The KBS administers the University of Kansas Field Station (KUFS), 3400 acres of field-sites dedicated to environmental research and education. KUFS sites are located within the transition zone between the Easter Deciduous Forest and Tallgrass Prairie biomes, and include woodland, prairie, old fields, and wetlands. The Fitch Natural History Reservation and Baldwin Woods are used primarily to study unmanipulated ecological processes

in undisturbed habitats. The John H. Nelson Environmental Study Area is used for experimental ecological studies and has experimental ponds, a dedicated lake and watershed, a common garden, small-mammal enclosures, and a succession facility.

Neotropical biodiversity is a special area of concentration among EEB faculty. Many faculty members have courtesy appointments in the Latin American Studies Program, which fosters multidisciplinary research in Latin America across the campus. KU is a member of the Organization for Tropical Studies (OTS), and many faculty members and students participate in advanced, field-oriented OTS courses. Graduate students can receive fellowships for courses, e.g.
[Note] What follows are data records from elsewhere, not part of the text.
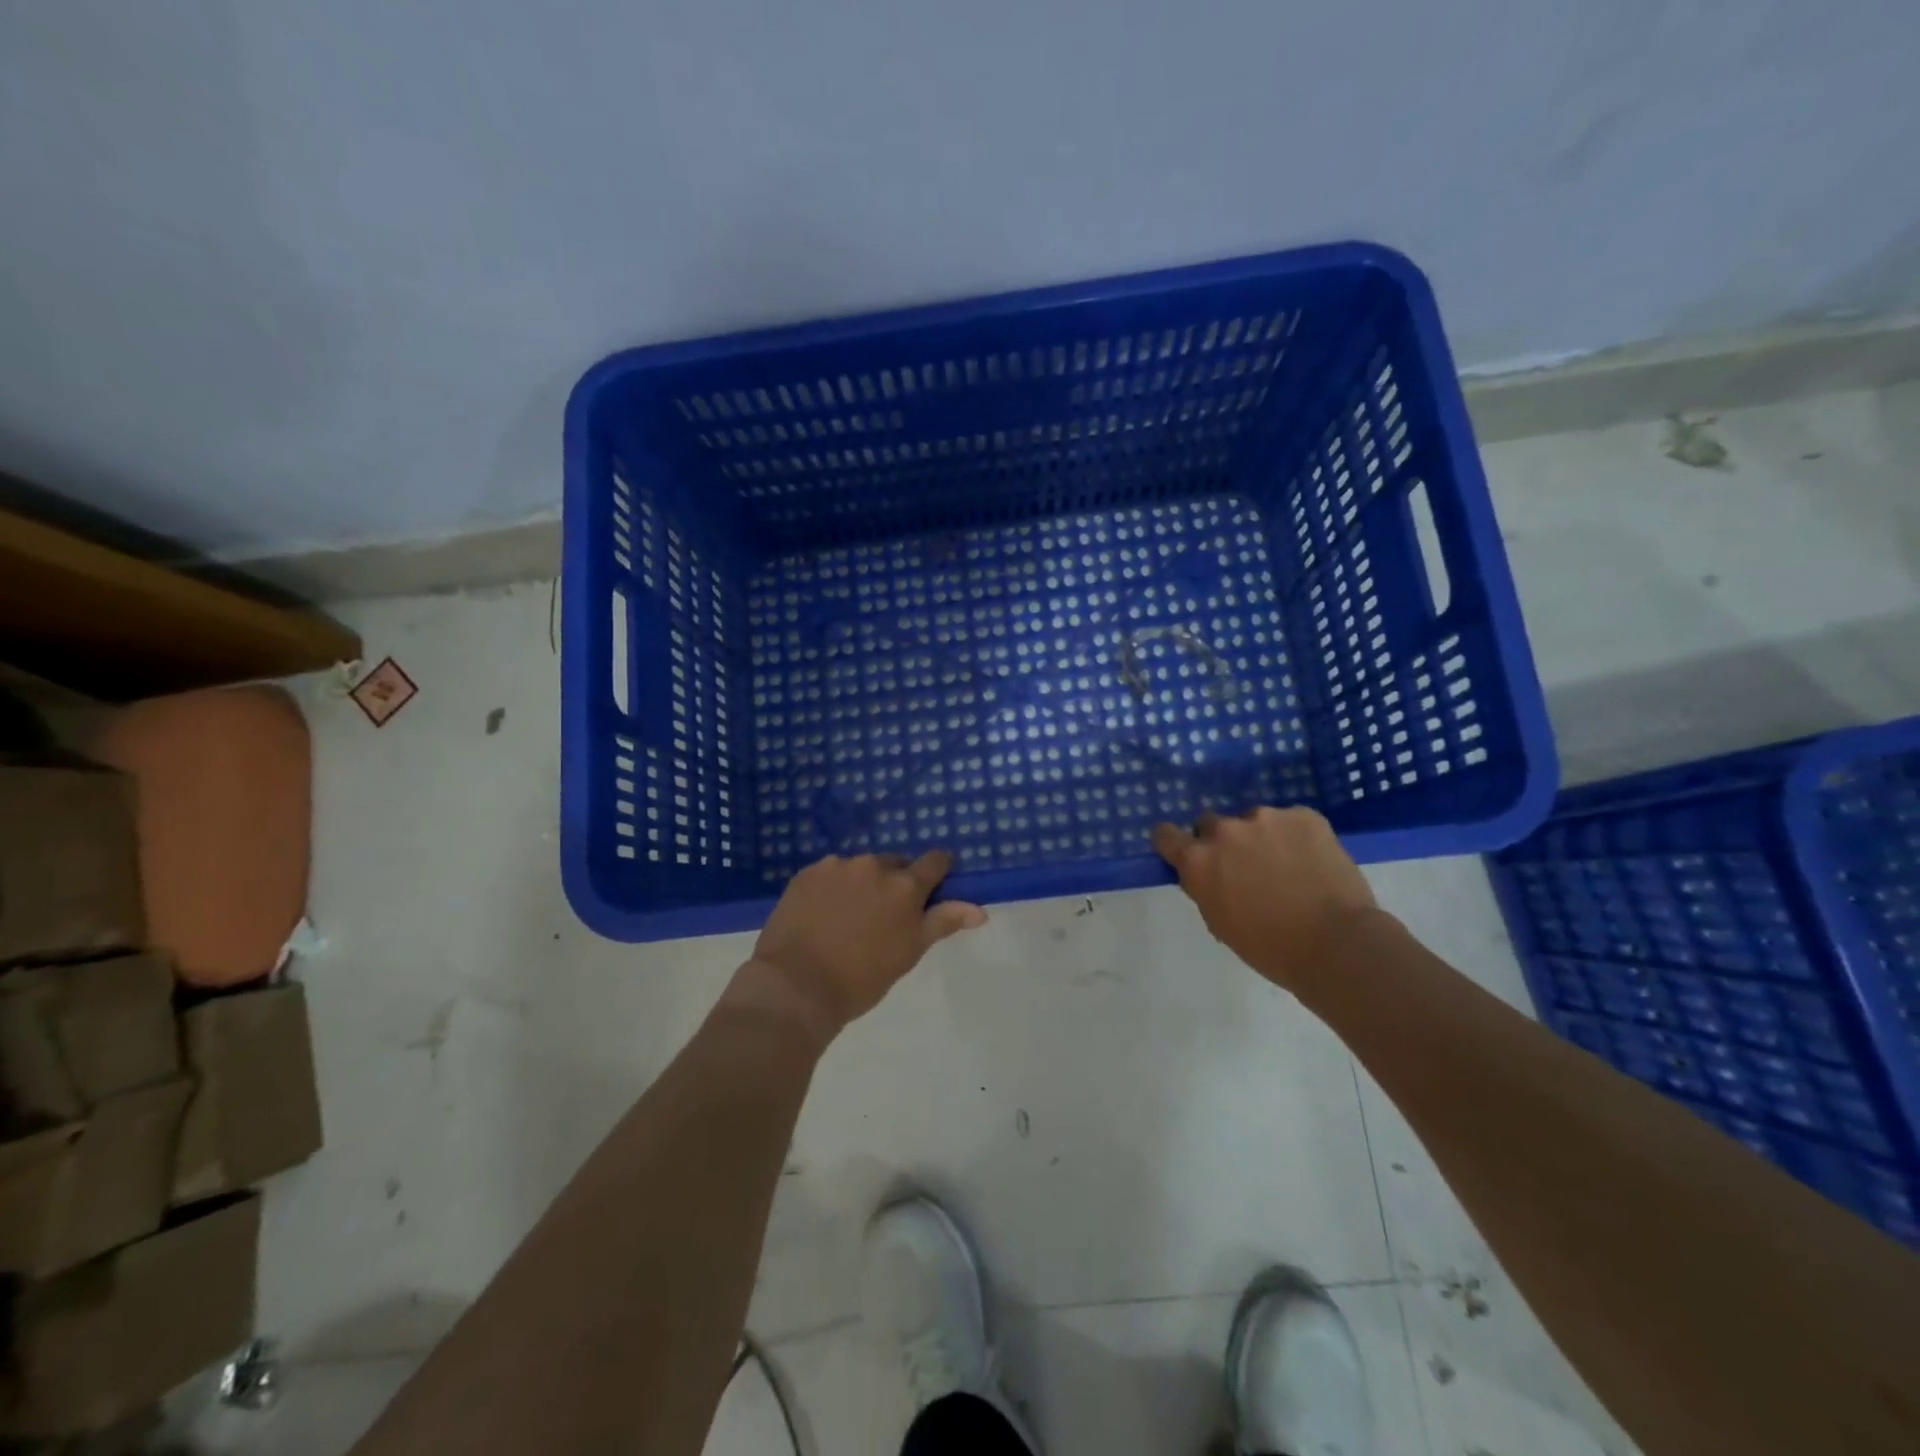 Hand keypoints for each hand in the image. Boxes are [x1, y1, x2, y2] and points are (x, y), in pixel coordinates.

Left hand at [744, 851, 985, 1039]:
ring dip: (862, 883)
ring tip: (849, 917)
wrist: (796, 986)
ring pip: (860, 868)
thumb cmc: (862, 978)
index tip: (936, 883)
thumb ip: (943, 922)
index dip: (938, 870)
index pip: (934, 861)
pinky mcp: (807, 873)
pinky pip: (830, 873)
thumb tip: (980, 910)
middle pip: (894, 864)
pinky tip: (823, 913)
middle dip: (895, 882)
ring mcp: (837, 866)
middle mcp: (873, 866)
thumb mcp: (909, 952)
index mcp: (905, 885)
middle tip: (885, 914)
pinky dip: (833, 887)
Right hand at [1152, 807, 1377, 991]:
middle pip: (1211, 824)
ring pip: (1254, 822)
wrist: (1337, 945)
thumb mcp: (1220, 922)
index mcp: (1198, 861)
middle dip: (1223, 842)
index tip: (1186, 853)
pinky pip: (1290, 820)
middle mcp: (1225, 831)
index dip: (1175, 844)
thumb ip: (1205, 887)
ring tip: (1288, 866)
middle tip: (1246, 867)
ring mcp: (1266, 818)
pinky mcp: (1304, 815)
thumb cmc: (1270, 948)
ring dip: (1262, 838)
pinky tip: (1312, 861)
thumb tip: (1208, 874)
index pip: (1165, 835)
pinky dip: (1296, 836)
Tropical Ecology (BIOL 786), or research projects in Costa Rica. Other EEB faculty members have research concentrations in Asia, Africa, Antarctica, and elsewhere, creating a genuinely global reach for EEB research activities.

KU has a modern computer facilities, with wireless interact access available in most campus locations, and Ethernet connections in all student and faculty offices. Libraries, especially the Spencer Research Library and Anschutz Library, are excellent, as is the Linda Hall Science Library in Kansas City, which has a large collection of scientific journals.